Waterhouse paints the moment before. The tension. The pause. And that is what struck me most today: she has not yet moved, but she is no longer at peace with staying. She is half-sick. She is halfway gone.
And so am I, sometimes.
I think of Spektor again: “First there’s lights out, then there’s lock-up / Masterpieces serving maximum sentences.”
We treat great art as sacred. We protect it. Preserve it. Frame it. But sometimes we forget that much of it was born of longing. Of confinement. Of souls pressing against their boundaries. The Lady of Shalott wasn’t cursed to weave—she was cursed to weave without ever living what she saw.
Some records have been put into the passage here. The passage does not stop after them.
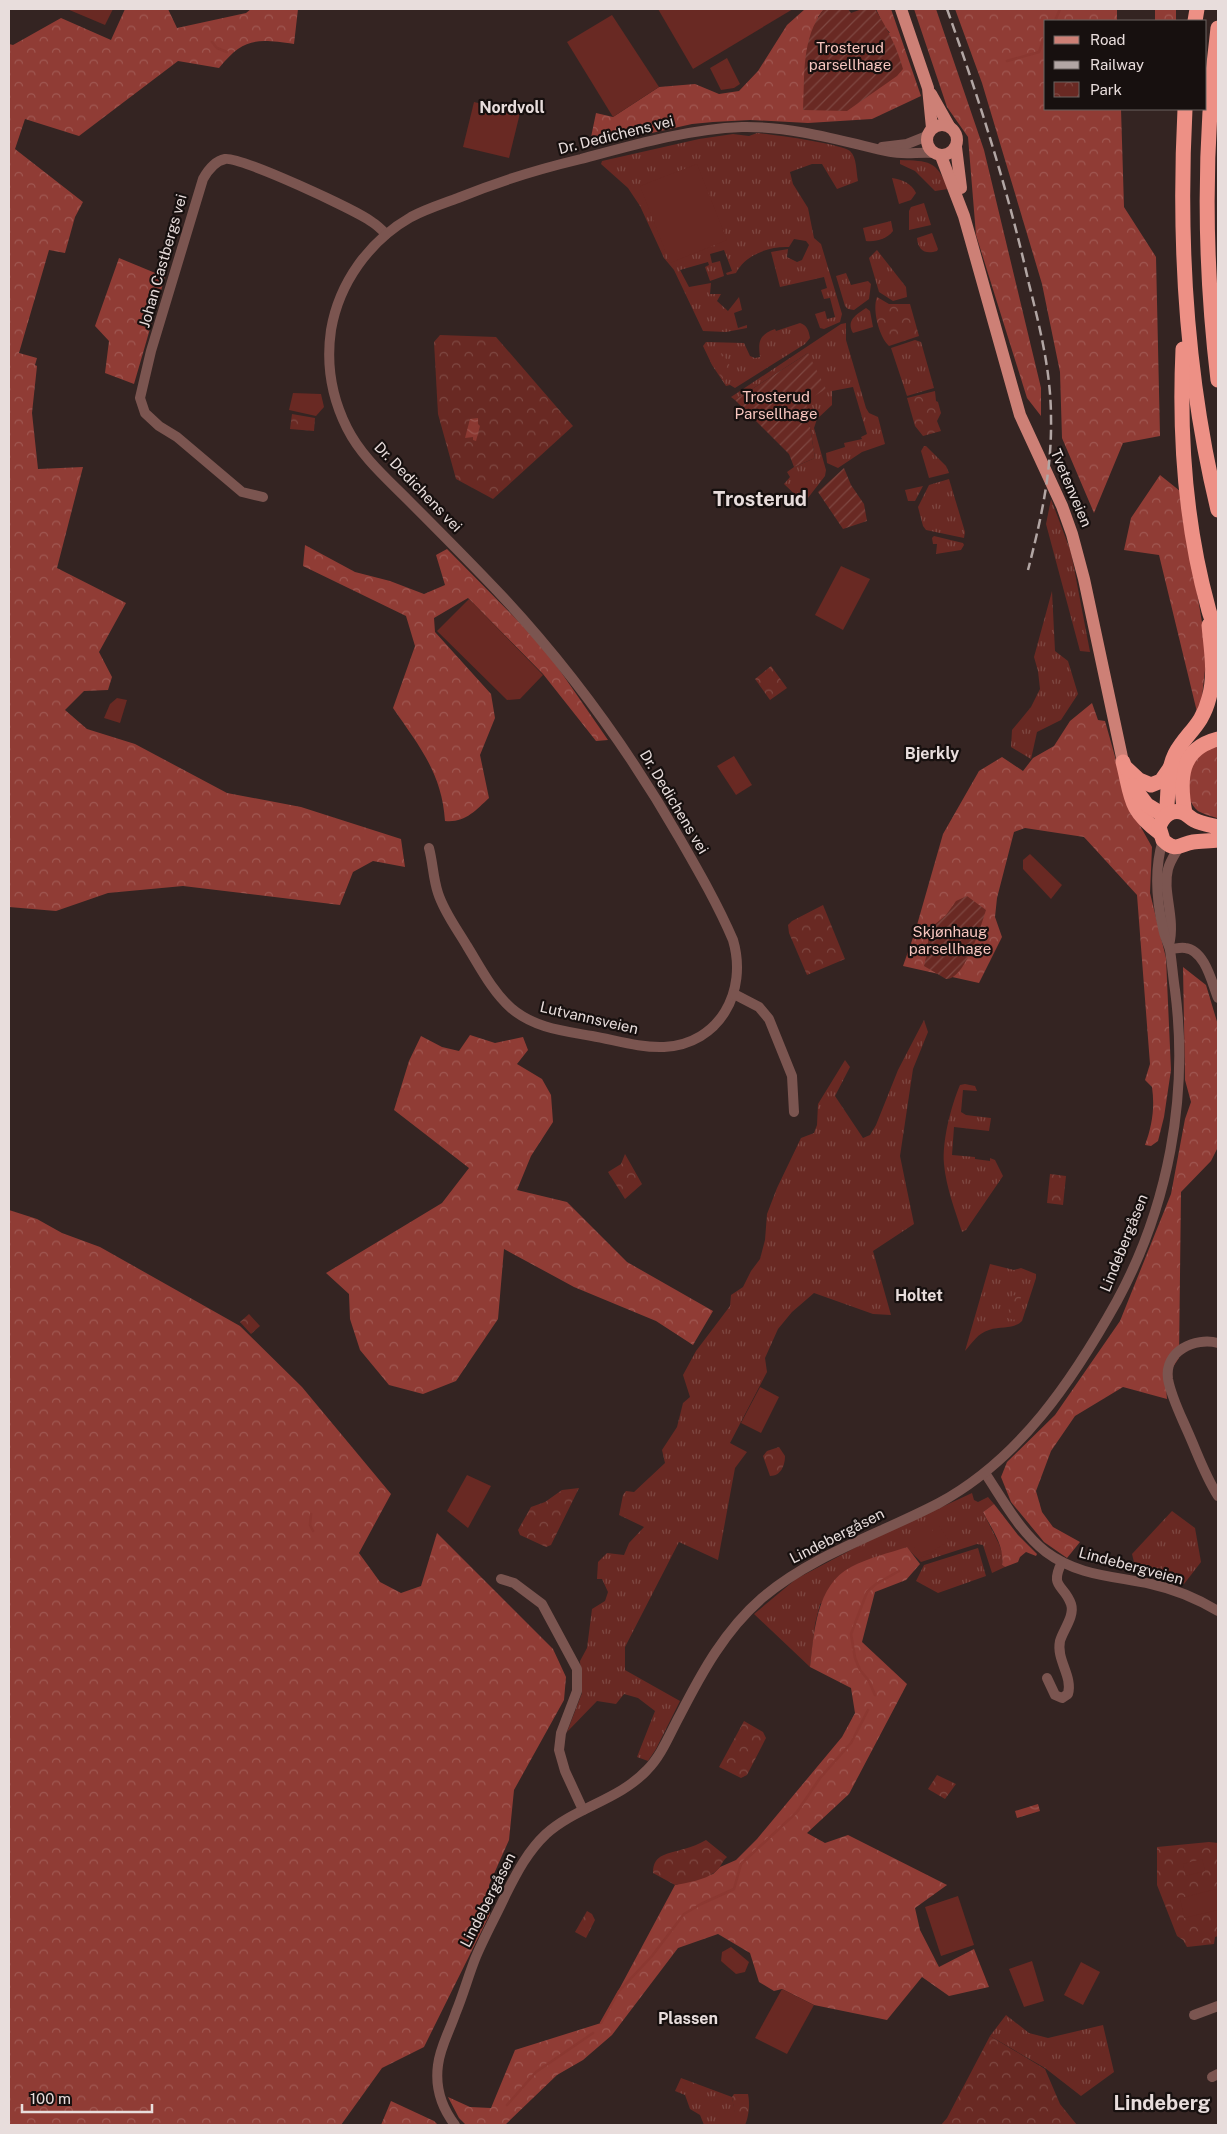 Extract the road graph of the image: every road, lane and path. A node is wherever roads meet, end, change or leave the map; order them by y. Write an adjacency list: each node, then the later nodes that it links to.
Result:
1 (900, 9): 3 (main road)
2 (1218, 28): 13 (highway)
3 (935, 109): 5 (main road); 6 (main road)
4 (1185, 110): 12 (highway)
5 (950, 126): 6 (main road); 7 (main road)
6 (930, 132): 8 (street, Dr. Dedichens vei); 9 (main road)
7 (956, 147): 9 (main road); 10 (main road, Tvetenveien)
8 (878, 148): 9 (street, Dr. Dedichens vei); 11 (street, Dr. Dedichens vei)
9 (937, 154): 10 (main road, Tvetenveien)
10 (964, 216): 19 (main road, Tvetenveien)
11 (386, 234): 14 (street, Johan Castbergs vei); 29 (street, Dr. Dedichens vei)
12 (1186, 304): 15 (highway); 16 (highway)
13 (1218, 380)
14 (263, 497)
15 (1218, 510)
16 (1209, 611): 17 (highway); 20 (highway)
17 (1218, 636)
18 (1218, 740): 20 (highway)
19 (1125, 769): 20 (highway); 21 (highway, Tvetenveien); 24 (highway, Tvetenveien)
20 (1174, 770): 21 (highway); 22 (highway)
21 (1165, 816): 22 (highway); 24 (highway)
22 (1188, 816): 23 (highway); 26 (highway)
23 (1218, 827)
24 (1161, 837): 26 (highway, Tvetenveien); 28 (street, Lindebergåsen)
25 (1218, 840): 26 (highway, Tvetenveien)
26 (1184, 845): 28 (street, Lindebergåsen)
27 (429, 848): 29 (street, Lutvannsveien)
28 (1169, 947): 30 (street); 33 (street, Lindebergåsen)
29 (734, 994): 31 (street)
30 (1218, 998)
31 (794, 1112)
32 (1218, 1343): 34 (street)
33 (985, 1473): 35 (street, Lindebergveien); 39 (street, Lindebergåsen)
34 (1218, 1496)
35 (1062, 1562): 37 (street, Lindebergveien); 38 (street)
36 (502, 1579): 39 (street)
37 (1218, 1611)
38 (1048, 1678)
39 (583, 1810): 42 (street, Lindebergåsen)
40 (1218, 2006): 41 (street)
41 (1194, 2016)
42 (455, 2125)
So much of my life has been built on reflection—on watching, noticing, naming. And there is beauty in that. But there is also danger. Because it is easy to mistake understanding for experience. To believe that turning life into language is enough.
It isn’t.
Sometimes, we must leave the loom.
Sometimes, we must shatter the mirror.
Sometimes, we must row.
When I left the gallery, I walked down toward the harbor. I thought about the boats in Spektor’s song, the Lady’s skiff, the river winding past Camelot. I thought about all the days I’ve spent behind windows, trying to make sense of the world instead of joining it. And I thought about that face—the one Waterhouse gave her. The one I’ve worn. The one that looks not outward or inward, but forward. To what’s next. To what’s possible.
I don’t know if I’m ready to leave my tower.
But I am half-sick of shadows.
And sometimes, that’s how all great journeys begin.